→ Problem description:
Your answer must consist of every line from the data below that includes the word "pixels".
---------- Extracted information ----------
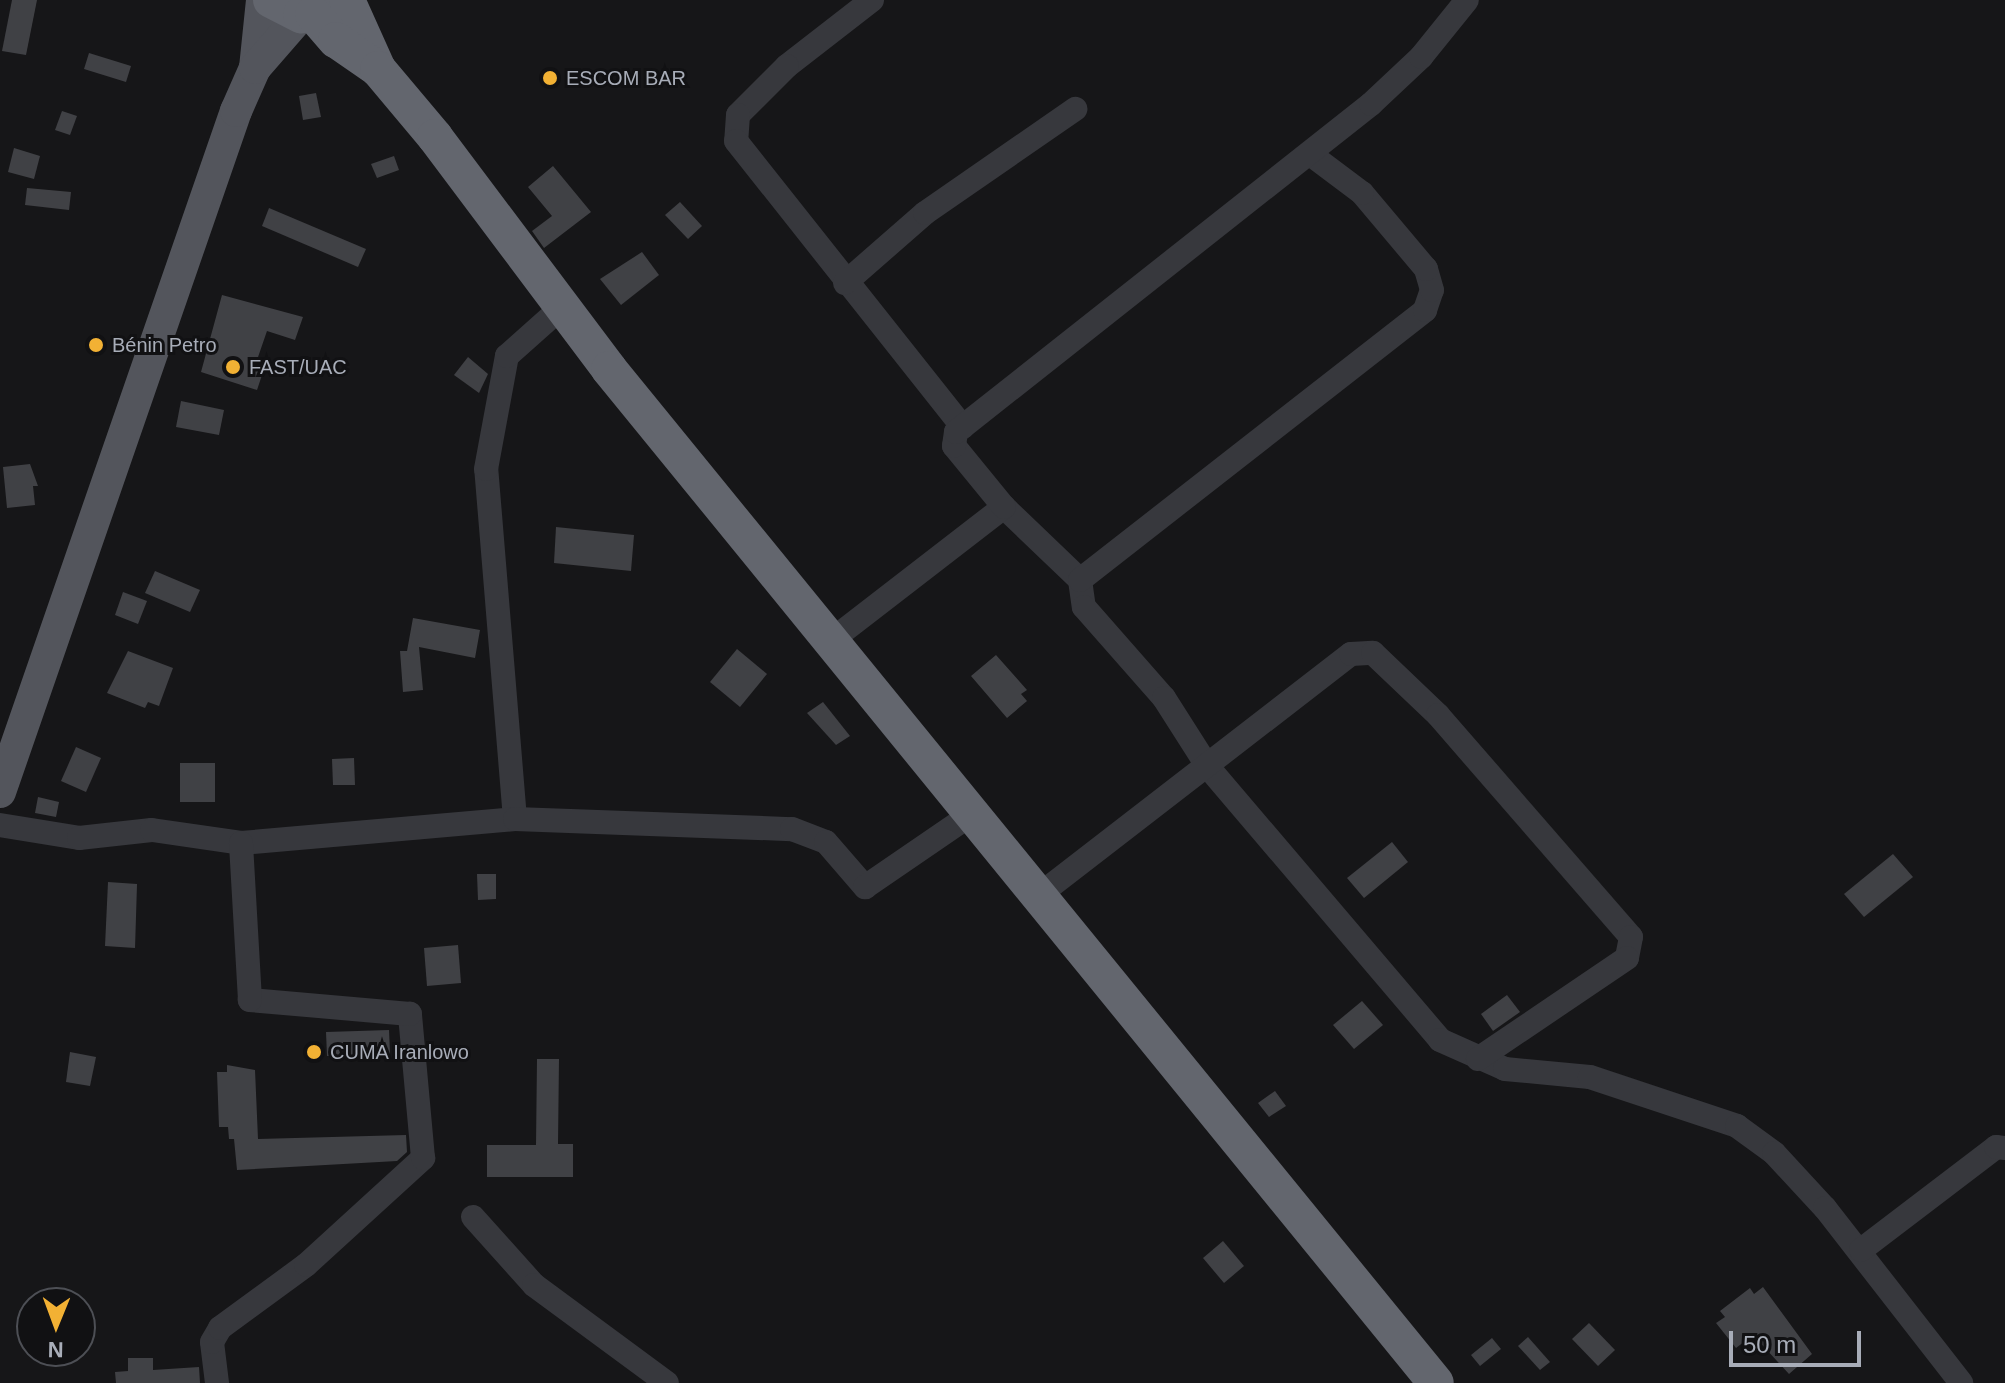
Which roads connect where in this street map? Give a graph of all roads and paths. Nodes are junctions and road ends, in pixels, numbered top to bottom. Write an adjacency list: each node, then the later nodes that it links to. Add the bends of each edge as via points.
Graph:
1 (262, 0): 6 (main road)
2 (347, 0): 7 (highway)
3 (872, 0): 10 (street, via 787,66 738,115 734,128 736,141)
4 (1467, 0): 9 (street, via 1421,57)
5 (305, 7): 6 (main road); 7 (highway, via 336,40)
6 (255, 68): 17 (main road, via 218,157)
7 (378, 69): 11 (highway)
8 (1075, 109): 10 (street, via 925,213)
9 (1310, 154): 12 (street); 14 (street, via 1362,193 1426,269 1432,290 1425,310)
10 (845, 283): 12 (street)
11 (562, 307): 15 (highway); 19 (street, via 507,356 486,469)
12 (963, 427): 13 (street, via 954,446)
13 (1004, 507): 14 (street); 15 (street)
14 (1080, 580): 16 (street, via 1084,607 1164,698)
15 (833, 639): 18 (highway)
16 (1208, 767): 22 (street); 23 (street, via 1407,1005 1440,1040); 23 (street, via 1363,651 1373,653 1438,715 1631,937 1633,950)
17 (0, 792)
18 (970, 815): 19 (street, via 865,887 826,842 792,829); 22 (highway)
19 (515, 819): 21 (street)
20 (0, 825): 21 (street, via 79,838 152,830)
21 (241, 843): 27 (street, via 250,1000 410,1014 423,1158 306,1265 220,1328 212,1342)
22 (1039, 895): 29 (highway)
23 (1478, 1059): 26 (street, via 1526,1075 1590,1077 1642,1099 1722,1115 1774,1153)
24 (2005, 1148): 26 (street, via 1996,1147)
25 (473, 1217): 28 (street, via 534,1285)
26 (1861, 1250): 30 (street)
27 (217, 1383)
28 (667, 1383)
29 (1436, 1383)
30 (1961, 1383)

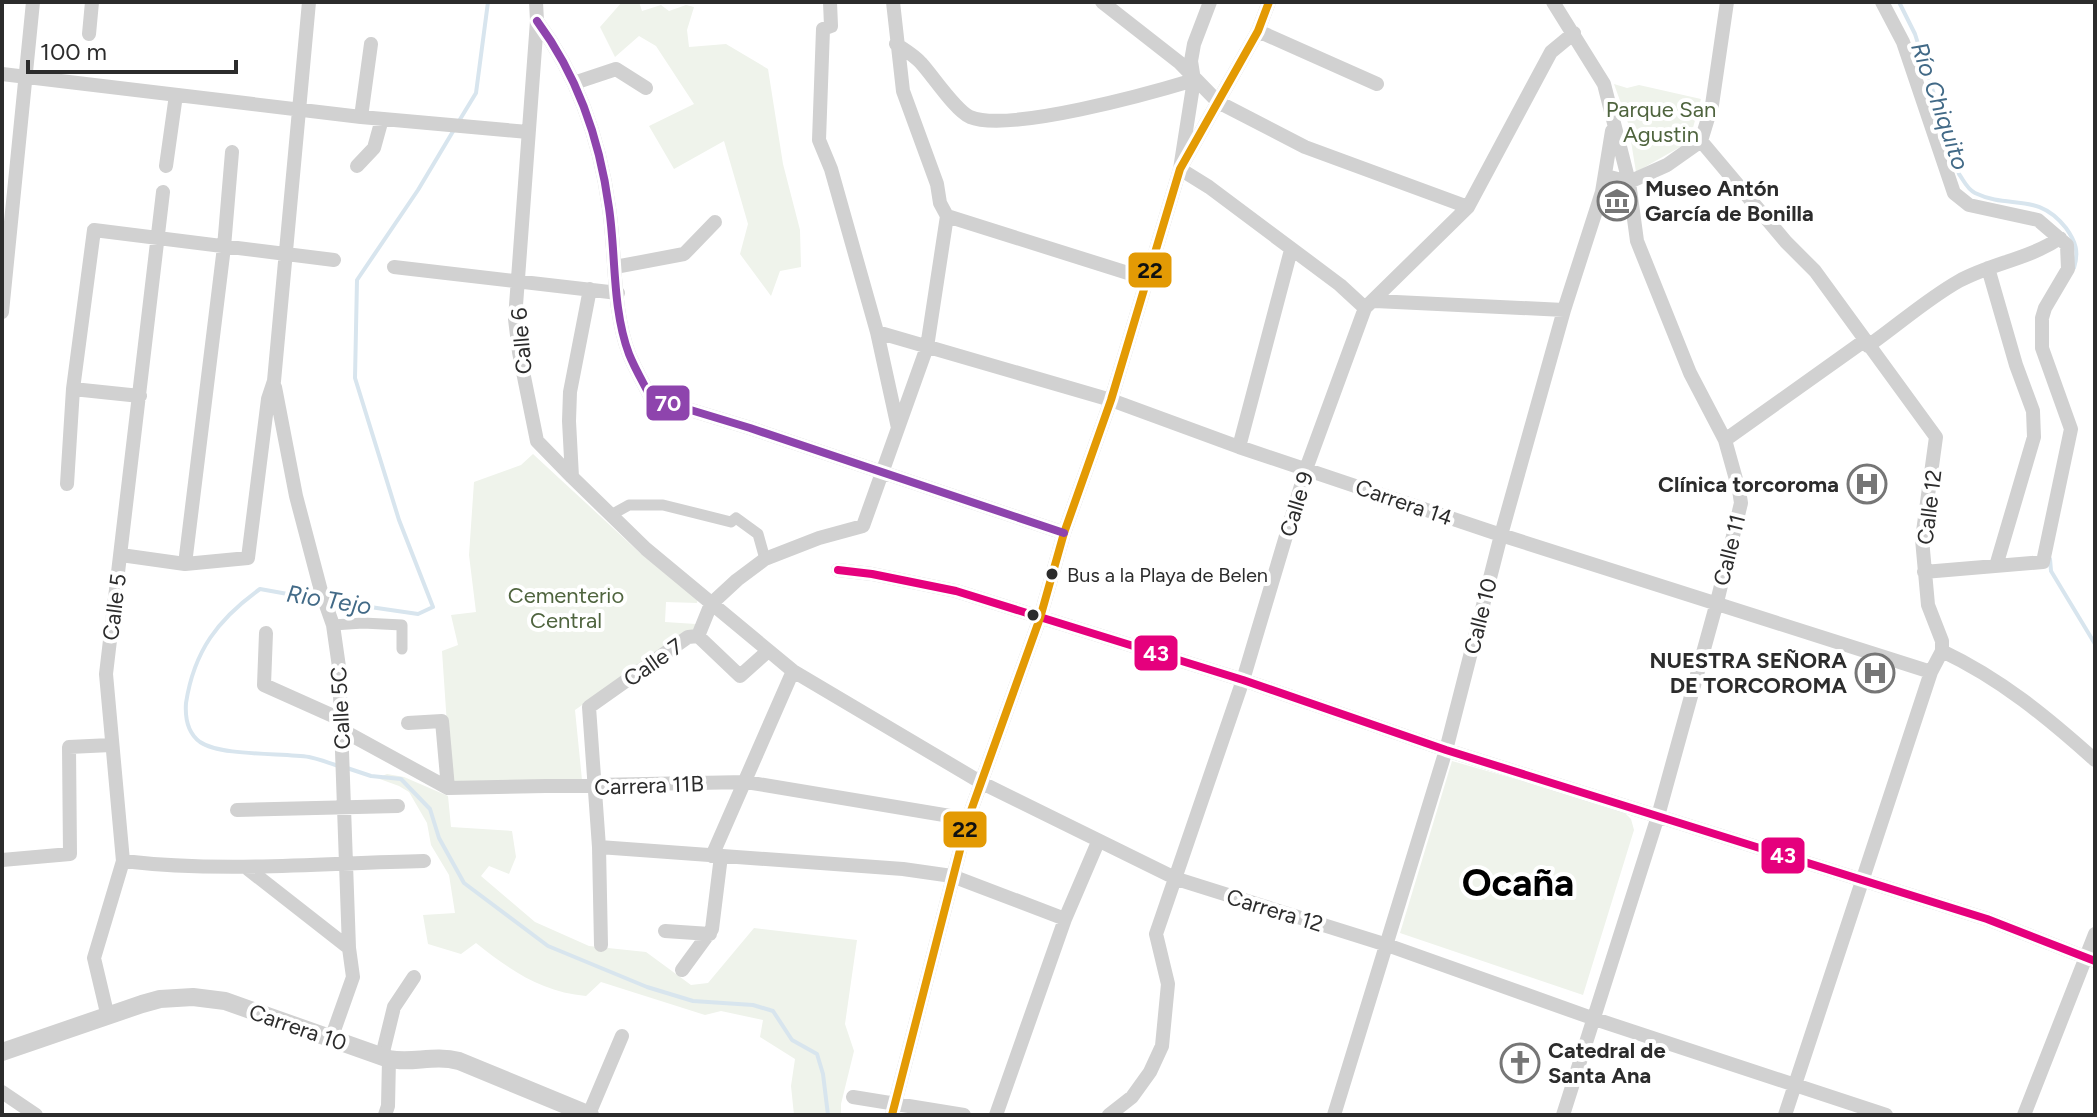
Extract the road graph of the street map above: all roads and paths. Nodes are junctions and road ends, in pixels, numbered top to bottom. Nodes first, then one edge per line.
----------
→ Expected output:
Which roads connect where in this street map? Give a graph of all roads and paths. Nodes are junctions and road ends, in pixels, numbered top to bottom. Write an adjacency list: each node, then the later nodes that it links to. Add the bends of each edge as via points.
Extract the road graph of the street map above: all roads and paths. Nodes are junctions and road ends, in pixels, numbered top to bottom. Nodes first, then one edge per line.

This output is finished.